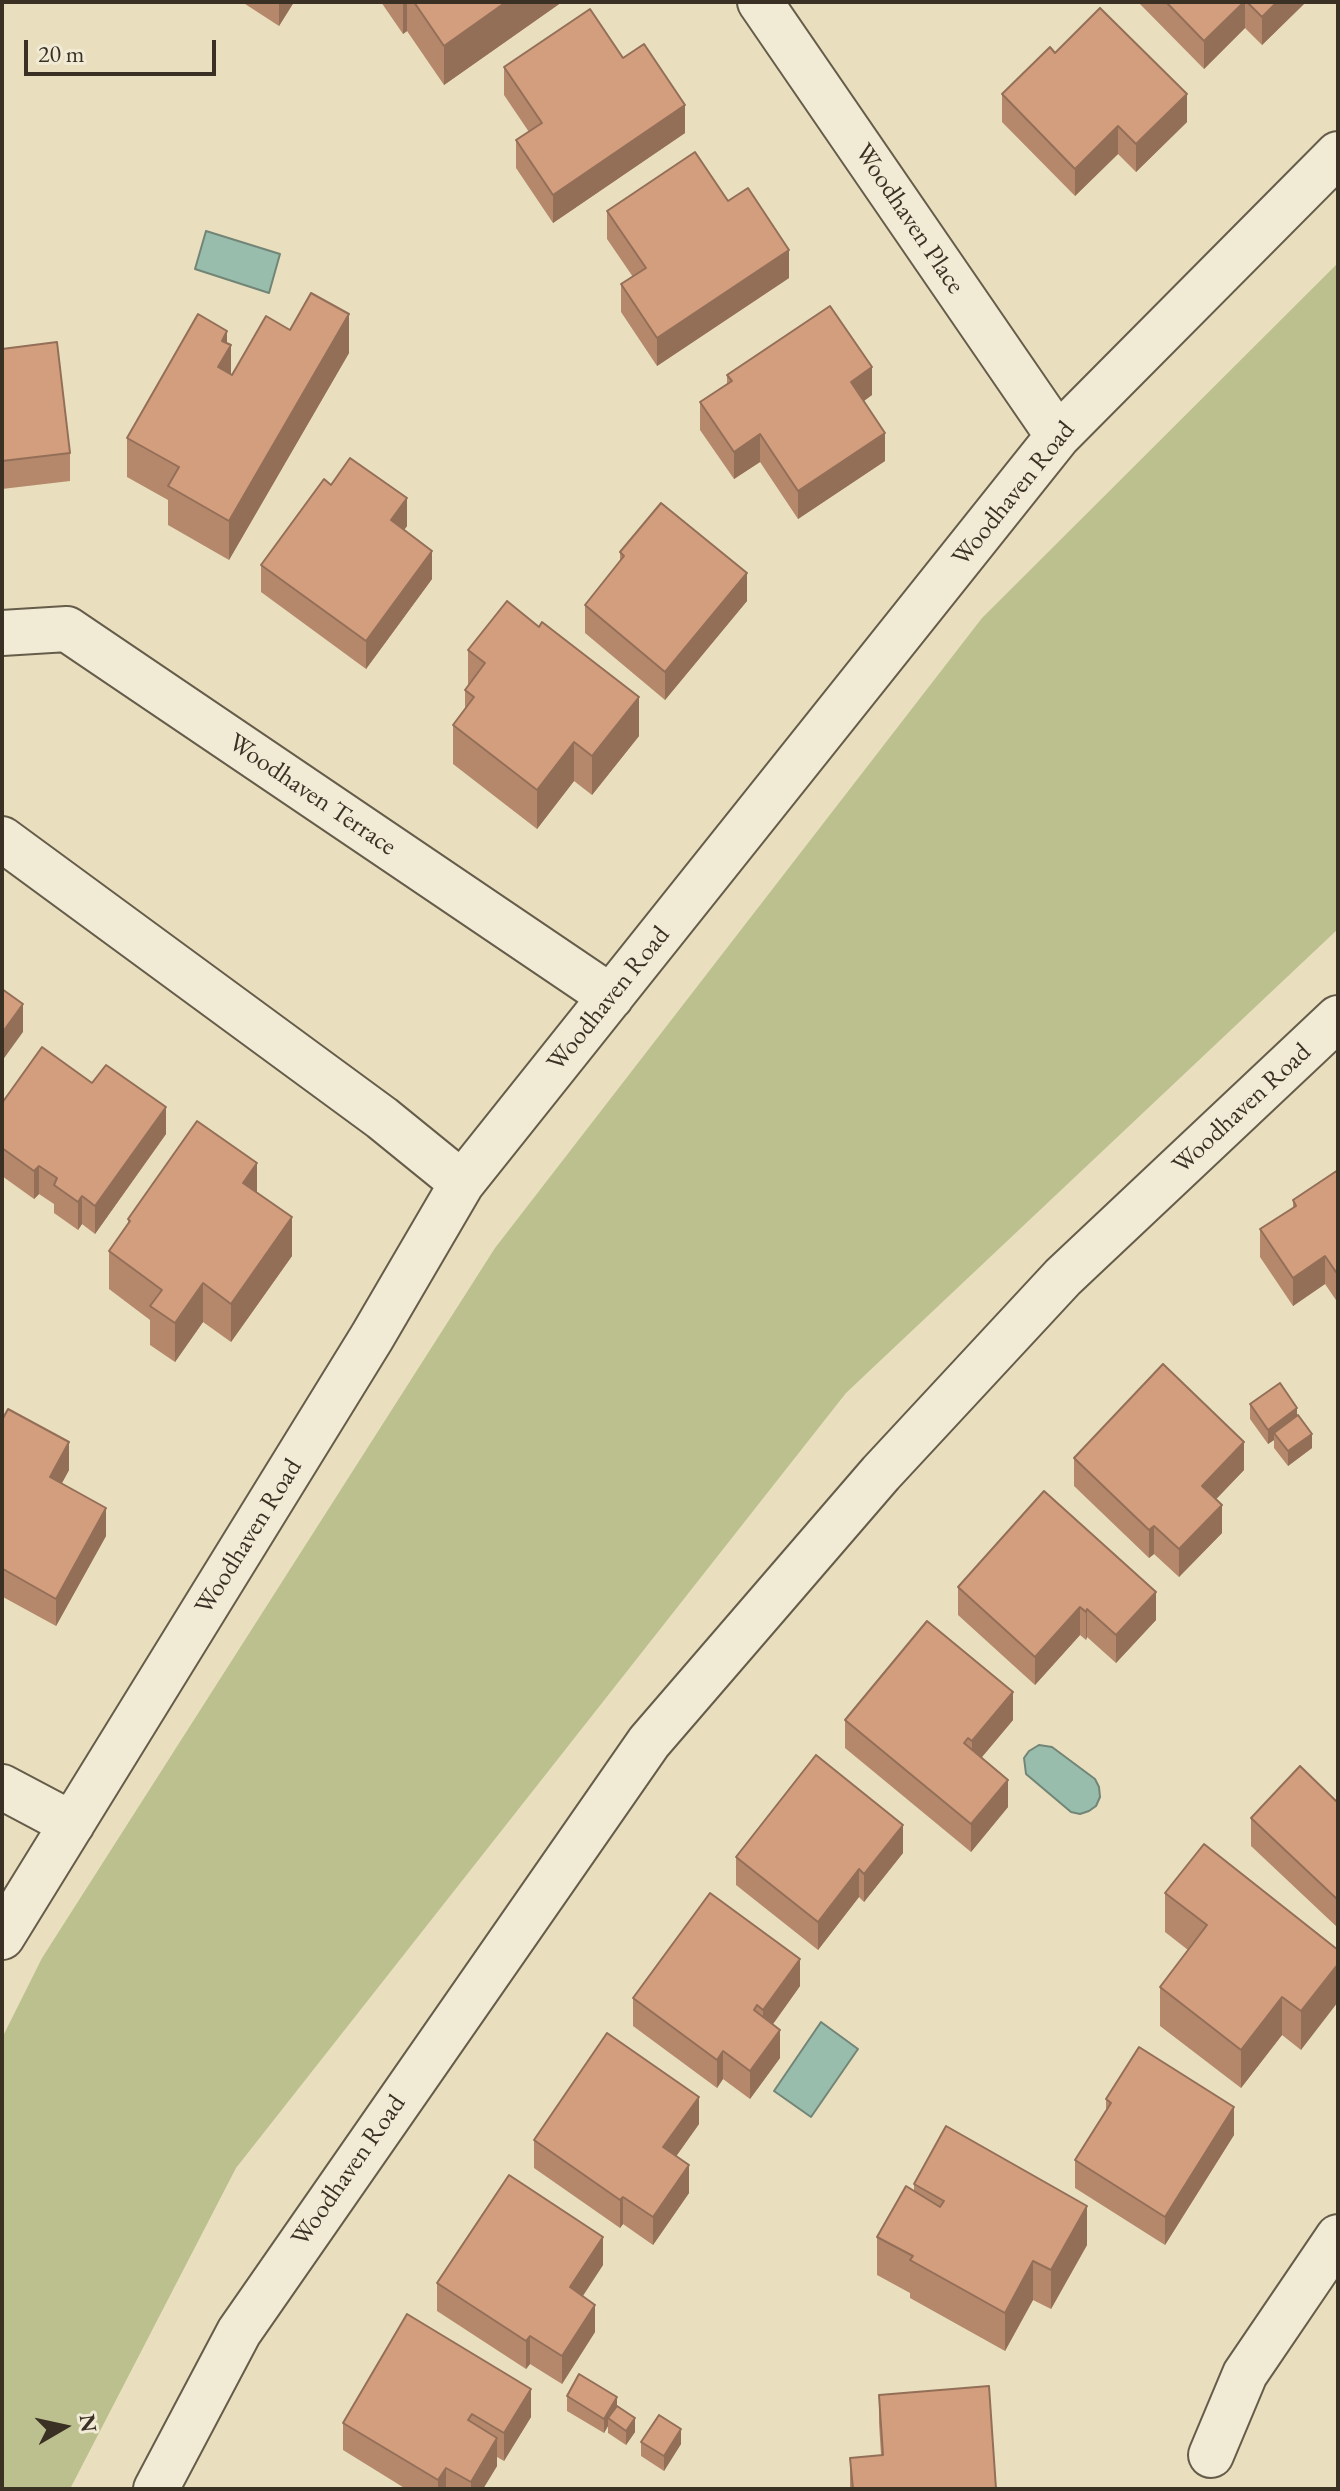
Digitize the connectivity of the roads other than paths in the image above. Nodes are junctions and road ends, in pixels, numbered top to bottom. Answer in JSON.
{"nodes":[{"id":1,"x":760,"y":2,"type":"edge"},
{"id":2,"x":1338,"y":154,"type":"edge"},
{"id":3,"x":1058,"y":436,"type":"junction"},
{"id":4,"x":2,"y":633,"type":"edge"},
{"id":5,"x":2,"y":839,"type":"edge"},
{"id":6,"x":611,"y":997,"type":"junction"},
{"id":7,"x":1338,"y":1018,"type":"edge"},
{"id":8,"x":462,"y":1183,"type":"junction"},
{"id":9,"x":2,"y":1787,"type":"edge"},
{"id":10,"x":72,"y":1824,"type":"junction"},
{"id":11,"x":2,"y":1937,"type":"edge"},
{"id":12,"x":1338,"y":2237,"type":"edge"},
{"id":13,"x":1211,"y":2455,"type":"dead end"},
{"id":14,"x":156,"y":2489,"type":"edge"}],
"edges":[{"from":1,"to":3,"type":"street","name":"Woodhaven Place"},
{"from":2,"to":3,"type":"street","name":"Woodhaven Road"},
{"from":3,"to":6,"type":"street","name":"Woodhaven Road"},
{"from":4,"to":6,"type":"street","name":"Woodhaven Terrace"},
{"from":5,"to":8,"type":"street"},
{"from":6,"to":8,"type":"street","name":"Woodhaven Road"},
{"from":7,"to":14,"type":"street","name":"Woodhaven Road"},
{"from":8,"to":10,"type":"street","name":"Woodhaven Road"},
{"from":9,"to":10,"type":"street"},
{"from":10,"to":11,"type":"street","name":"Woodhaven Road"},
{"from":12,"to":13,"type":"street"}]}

## TRY IT:
In the material above, repeat each entry exactly and omit every picture.

## YOUR RESPONSE:
Digitize the connectivity of the roads other than paths in the image above. Nodes are junctions and road ends, in pixels, numbered top to bottom. Answer in JSON.
{"nodes":[{"id":1,"x":760,"y":2,"type":"edge"},
{"id":2,"x":1338,"y":154,"type":"edge"},
{"id":3,"x":1058,"y":436,"type":"junction"},
{"id":4,"x":2,"y":633,"type":"edge"},
{"id":5,"x":2,"y":839,"type":"edge"},
{"id":6,"x":611,"y":997,"type":"junction"},
{"id":7,"x":1338,"y":1018,"type":"edge"},
{"id":8,"x":462,"y":1183,"type":"junction"},
{"id":9,"x":2,"y":1787,"type":"edge"},
{"id":10,"x":72,"y":1824,"type":"junction"},
{"id":11,"x":2,"y":1937,"type":"edge"},
{"id":12,"x":1338,"y":2237,"type":"edge"},
{"id":13,"x":1211,"y":2455,"type":"dead end"},
{"id":14,"x":156,"y":2489,"type":"edge"}],
"edges":[{"from":1,"to":3,"type":"street","name":"Woodhaven Place"},
{"from":2,"to":3,"type":"street","name":"Woodhaven Road"},
{"from":3,"to":6,"type":"street","name":"Woodhaven Road"},
{"from":4,"to":6,"type":"street","name":"Woodhaven Terrace"},
{"from":5,"to":8,"type":"street"},
{"from":6,"to":8,"type":"street","name":"Woodhaven Road"},
{"from":7,"to":14,"type":"street","name":"Woodhaven Road"},
{"from":8,"to":10,"type":"street","name":"Woodhaven Road"},
{"from":9,"to":10,"type":"street"},
{"from":10,"to":11,"type":"street","name":"Woodhaven Road"},
{"from":12,"to":13,"type":"street"}]}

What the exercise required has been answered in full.